Stored data:

+ + + + +

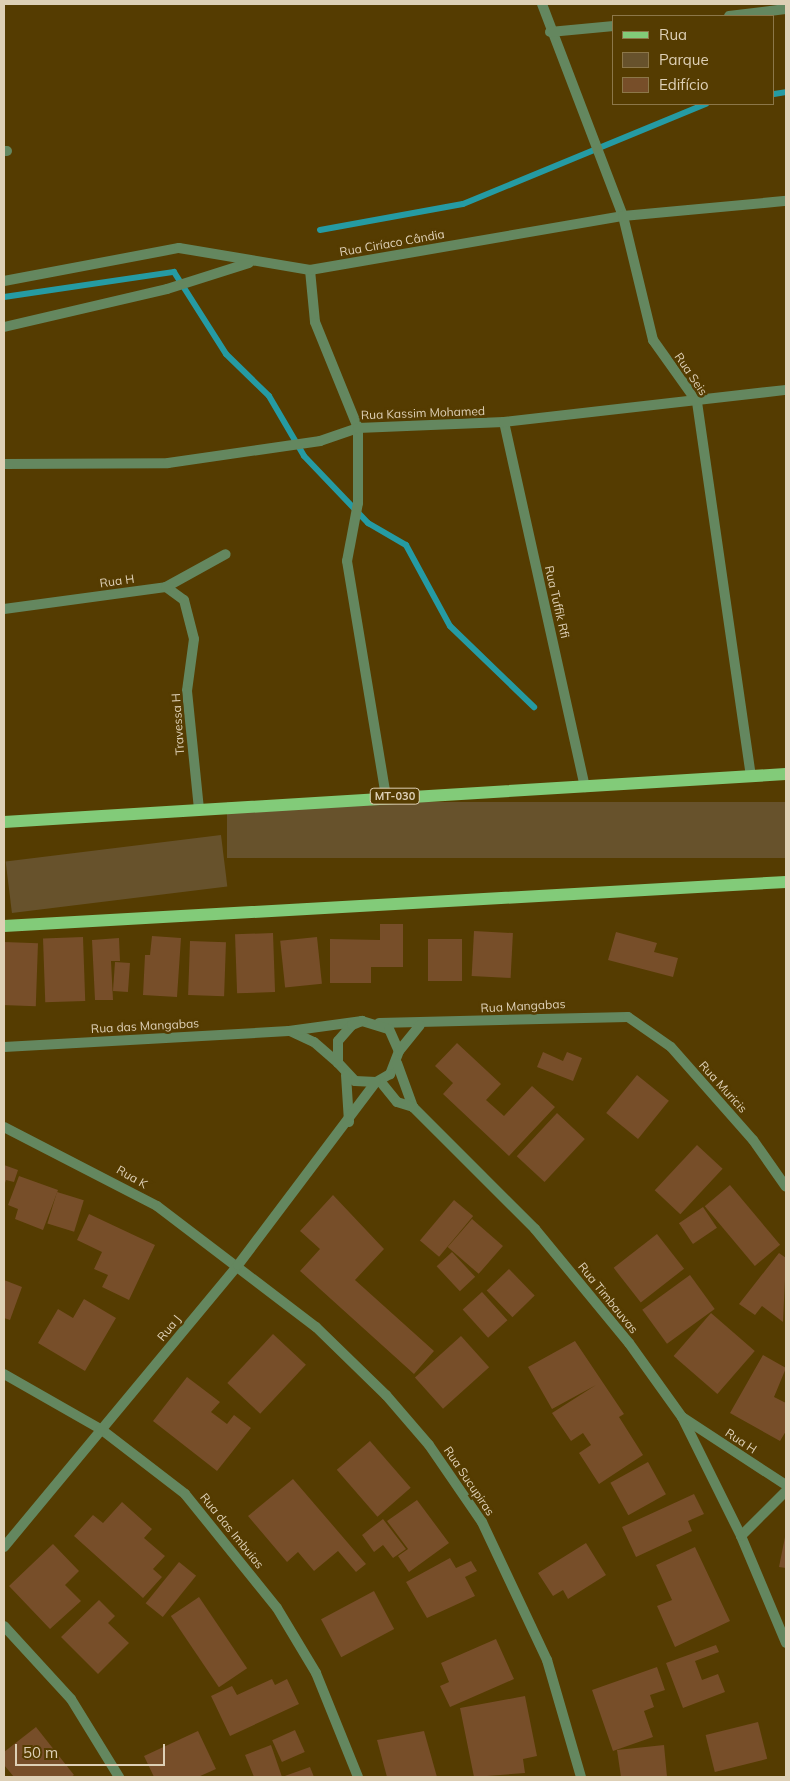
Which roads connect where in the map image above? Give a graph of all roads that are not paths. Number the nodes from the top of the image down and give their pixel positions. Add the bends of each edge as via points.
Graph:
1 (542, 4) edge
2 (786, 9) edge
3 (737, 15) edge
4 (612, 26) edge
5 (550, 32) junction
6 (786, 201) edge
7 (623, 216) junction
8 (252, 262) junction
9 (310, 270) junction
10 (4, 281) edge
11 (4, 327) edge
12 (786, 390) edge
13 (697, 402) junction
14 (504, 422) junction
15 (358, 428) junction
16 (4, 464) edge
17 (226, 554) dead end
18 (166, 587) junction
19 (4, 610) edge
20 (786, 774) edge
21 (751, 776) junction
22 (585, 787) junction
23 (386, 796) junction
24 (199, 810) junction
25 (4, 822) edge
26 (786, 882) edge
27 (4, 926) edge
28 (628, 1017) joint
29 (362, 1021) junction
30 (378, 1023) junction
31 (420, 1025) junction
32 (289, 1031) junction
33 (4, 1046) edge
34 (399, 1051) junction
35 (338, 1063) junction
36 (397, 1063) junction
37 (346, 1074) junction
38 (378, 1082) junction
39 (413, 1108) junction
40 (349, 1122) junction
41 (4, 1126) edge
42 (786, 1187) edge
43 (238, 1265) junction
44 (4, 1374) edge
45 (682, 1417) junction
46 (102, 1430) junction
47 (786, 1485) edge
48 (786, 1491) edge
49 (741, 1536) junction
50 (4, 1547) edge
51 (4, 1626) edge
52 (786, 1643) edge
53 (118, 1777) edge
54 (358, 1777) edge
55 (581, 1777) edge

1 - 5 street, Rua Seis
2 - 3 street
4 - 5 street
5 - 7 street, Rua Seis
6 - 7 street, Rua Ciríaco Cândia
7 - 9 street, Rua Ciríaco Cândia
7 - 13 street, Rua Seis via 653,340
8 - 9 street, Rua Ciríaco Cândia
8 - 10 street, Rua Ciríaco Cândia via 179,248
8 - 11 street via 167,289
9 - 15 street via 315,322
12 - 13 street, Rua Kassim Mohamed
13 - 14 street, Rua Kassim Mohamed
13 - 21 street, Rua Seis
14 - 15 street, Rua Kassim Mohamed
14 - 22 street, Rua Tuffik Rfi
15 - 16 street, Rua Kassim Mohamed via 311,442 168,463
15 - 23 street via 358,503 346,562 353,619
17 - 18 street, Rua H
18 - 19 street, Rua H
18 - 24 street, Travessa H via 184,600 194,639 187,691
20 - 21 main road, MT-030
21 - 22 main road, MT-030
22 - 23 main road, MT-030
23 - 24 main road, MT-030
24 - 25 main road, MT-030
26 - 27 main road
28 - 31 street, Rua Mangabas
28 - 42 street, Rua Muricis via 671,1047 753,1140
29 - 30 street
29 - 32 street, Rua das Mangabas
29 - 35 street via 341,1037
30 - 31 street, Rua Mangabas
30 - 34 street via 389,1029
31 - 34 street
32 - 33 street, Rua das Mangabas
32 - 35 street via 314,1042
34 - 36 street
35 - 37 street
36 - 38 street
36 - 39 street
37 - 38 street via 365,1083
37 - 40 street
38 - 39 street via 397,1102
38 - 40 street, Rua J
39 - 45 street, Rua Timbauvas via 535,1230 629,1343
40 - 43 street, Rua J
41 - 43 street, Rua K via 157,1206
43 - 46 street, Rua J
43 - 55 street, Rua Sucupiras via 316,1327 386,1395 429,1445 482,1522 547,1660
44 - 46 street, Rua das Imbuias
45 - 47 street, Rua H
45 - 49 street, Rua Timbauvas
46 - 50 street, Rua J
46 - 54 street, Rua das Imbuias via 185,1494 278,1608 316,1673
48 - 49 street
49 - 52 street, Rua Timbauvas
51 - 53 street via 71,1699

+ + + + +

§ **What is being asked**: Return only the number of lines in the data that contain "Imbuias".

§ **Exercise output**: 2